En mi caso concreto he experimentado cambios increíbles. El más espectacular es que mi salud está poco a poco recuperándose, mis síntomas actuales son mínimos en comparación con las limitaciones físicas que padecí y ahora disfruto de una vitalidad y una calidad de vida insospechadas en el pasado (¡MUCHAS GRACIAS!). También he experimentado otros cambios más pequeños pero no por ello menos sorprendentes, al menos para mí. Por ejemplo se han regulado todas mis menstruaciones que ahora son ¡sin molestias!!(durante 20 años las tuve de ciclos de 20-21 días con una duración de 7 días y horribles dolores), además ya no padezco los regulares dolores de cabeza, con una periodicidad en el pasado de al menos 2 al mes, tampoco me he resfriado ni cogido infecciones ni una sola vez tras el cambio de alimentación. Y mi piel, mi piel ¡está rejuveneciendo!, desapareciendo antiguas manchas y lunares, se ha vuelto más suave y con menos vello. Adelgacé y ahora siento que mi cuerpo se ha vuelto más proporcionado y ligero. Pero no creo que eso sea lo mejor de todo. Lo mejor es cómo me siento: más en paz conmigo misma, más confiada con la vida, con más fuerza para enfrentar mis sueños, con más coraje y fuerza de voluntad, y más consciente, MÁS FELIZ. Por todo esto me dije que no podía guardarme este tesoro sólo para mí, mi conciencia me decía que tenía que compartirlo con otras personas.


P- ¿Qué es “La Crisálida, Instituto Macrobiótico”?


R- En mi camino de búsqueda hacia la salud no he estado sola.

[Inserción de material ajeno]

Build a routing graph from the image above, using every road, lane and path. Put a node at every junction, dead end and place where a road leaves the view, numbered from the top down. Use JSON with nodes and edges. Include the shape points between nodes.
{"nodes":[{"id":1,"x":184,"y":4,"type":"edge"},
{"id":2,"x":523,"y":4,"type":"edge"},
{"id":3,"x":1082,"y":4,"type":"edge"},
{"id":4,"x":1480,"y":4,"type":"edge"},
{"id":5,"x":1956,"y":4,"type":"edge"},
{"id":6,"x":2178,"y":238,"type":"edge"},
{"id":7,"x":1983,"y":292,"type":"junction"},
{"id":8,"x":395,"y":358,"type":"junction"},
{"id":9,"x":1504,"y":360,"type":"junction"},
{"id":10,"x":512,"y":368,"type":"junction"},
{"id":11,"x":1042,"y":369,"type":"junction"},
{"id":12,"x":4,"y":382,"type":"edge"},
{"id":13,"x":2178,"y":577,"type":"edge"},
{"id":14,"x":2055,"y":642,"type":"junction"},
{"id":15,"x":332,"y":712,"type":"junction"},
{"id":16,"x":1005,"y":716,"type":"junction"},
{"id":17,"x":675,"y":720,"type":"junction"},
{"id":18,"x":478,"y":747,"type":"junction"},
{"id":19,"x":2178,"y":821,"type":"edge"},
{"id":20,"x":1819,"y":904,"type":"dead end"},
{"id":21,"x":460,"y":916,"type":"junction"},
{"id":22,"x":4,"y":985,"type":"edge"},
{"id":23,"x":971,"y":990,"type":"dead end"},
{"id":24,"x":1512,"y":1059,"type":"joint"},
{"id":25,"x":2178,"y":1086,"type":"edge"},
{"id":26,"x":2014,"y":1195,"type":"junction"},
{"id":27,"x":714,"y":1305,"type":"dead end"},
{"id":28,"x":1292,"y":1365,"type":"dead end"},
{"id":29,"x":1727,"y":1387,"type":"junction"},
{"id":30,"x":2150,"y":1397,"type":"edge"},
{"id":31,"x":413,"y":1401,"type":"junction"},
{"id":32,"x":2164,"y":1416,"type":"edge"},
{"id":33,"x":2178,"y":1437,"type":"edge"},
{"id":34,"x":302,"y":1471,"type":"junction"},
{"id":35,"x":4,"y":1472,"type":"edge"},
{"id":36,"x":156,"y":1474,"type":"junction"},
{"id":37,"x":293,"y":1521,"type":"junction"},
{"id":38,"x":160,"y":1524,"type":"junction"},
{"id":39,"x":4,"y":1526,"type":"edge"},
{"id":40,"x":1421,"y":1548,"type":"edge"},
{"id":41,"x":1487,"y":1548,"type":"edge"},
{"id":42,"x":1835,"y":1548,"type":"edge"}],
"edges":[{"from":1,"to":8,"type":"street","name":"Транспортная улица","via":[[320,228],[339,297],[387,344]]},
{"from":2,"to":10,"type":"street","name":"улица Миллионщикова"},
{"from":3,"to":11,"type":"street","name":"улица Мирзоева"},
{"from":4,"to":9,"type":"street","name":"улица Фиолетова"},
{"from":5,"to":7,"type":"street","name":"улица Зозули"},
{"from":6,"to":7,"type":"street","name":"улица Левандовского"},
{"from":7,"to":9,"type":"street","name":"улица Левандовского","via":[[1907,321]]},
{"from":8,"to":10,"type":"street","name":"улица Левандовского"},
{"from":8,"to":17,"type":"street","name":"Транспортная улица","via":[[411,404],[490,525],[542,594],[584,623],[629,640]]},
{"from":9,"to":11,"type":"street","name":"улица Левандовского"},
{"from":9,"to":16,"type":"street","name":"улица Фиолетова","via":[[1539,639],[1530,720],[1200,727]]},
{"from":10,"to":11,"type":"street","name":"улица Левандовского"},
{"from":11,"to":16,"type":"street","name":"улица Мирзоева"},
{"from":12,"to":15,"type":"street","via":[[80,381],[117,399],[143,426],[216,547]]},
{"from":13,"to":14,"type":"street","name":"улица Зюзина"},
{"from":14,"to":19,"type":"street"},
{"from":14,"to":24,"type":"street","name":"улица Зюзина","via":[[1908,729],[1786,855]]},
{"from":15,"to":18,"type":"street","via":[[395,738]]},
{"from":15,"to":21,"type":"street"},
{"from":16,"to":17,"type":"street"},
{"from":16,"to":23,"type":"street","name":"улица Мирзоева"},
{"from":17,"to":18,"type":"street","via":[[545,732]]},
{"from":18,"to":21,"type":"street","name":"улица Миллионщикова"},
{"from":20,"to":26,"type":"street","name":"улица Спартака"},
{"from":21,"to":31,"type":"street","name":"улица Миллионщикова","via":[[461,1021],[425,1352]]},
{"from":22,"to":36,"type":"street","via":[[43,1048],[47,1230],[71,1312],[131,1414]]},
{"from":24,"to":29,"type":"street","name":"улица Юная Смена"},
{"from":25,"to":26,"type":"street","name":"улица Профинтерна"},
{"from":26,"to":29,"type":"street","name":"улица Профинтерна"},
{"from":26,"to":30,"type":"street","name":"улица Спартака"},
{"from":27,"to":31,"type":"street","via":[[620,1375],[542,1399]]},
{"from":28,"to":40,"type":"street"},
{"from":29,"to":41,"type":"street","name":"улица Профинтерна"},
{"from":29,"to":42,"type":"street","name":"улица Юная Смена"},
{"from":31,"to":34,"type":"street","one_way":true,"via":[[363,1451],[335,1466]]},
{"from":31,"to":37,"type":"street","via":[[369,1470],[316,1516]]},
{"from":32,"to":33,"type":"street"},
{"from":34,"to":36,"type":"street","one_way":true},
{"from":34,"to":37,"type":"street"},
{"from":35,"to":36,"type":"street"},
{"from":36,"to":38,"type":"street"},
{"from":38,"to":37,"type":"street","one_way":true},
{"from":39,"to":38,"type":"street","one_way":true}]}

Hay muchas personas que de forma directa o indirecta me han apoyado y me han dado fuerzas para mejorar. A la más importante de todas le debo la vida dos veces, y digo dos porque es mi madre y ella ha sido quién buscó un camino que me ayudase a sanar, ella ha sido mi motor, mi intuición, mis ojos y mis músculos cuando me han fallado. Ella cuidó de mi cuando estuve tan débil, cocinó para mí la comida que con amor me fue devolviendo la fuerza y el equilibrio y qué más puedo decir: mi enfermedad me ha mostrado la cara del amor sin condiciones, estoy muy agradecida. Ella hizo conmigo la fase curativa, adelgazó conmigo y juntas hemos descubierto todo este mundo. Hemos realizado los estudios de macrobiótica en las escuelas de Madrid y Lisboa, junto a estupendos y experimentados profesionales y hemos aprendido tanto, tanto…

Estamos tan agradecidas a esta segunda oportunidad que nos ha ofrecido la vida que pensamos que teníamos que compartir este valioso conocimiento con otras personas. Por eso hemos creado “La Crisálida, Instituto Macrobiótico” como una asociación con sede en Mairena del Aljarafe (Ciudad Expo), con la finalidad de enseñar la cocina energética que es la macrobiótica y ofrecer al público un servicio de consultas personalizadas para todas aquellas personas que quieran mejorar su salud a través de la alimentación.

También hemos creado un espacio en internet, totalmente gratuito, dónde explicamos cuestiones relacionadas con la alimentación y la salud, con muchas secciones como bibliografía, enlaces de interés, dónde comprar o comer entre otras, y recetas para toda la familia. Es increíble pues nunca pensamos que nuestra información tuviese tanto alcance. Nos visitan de muchos países del mundo y en el último mes tuvimos ¡900 visitas! Así es la magia de internet.


P- ¿Querrías decirnos algunas palabras para terminar?


R- A ti Eloísa, gracias por tu tiempo y dedicación, y por interesarte en descubrir la macrobiótica. También mencionar mi agradecimiento a todos mis profesores (Francisco y Eugenia Varatojo, Rosa Casal y María de Escuela de vida especialmente). A los demás os animo a experimentar por vosotros mismos al margen de toda la información, tan confusa y equivocada que podemos encontrar en la web. Estaremos encantados de recibir vuestras visitas en el blog o en nuestros cursos de cocina en La Crisálida. ¡Os esperamos!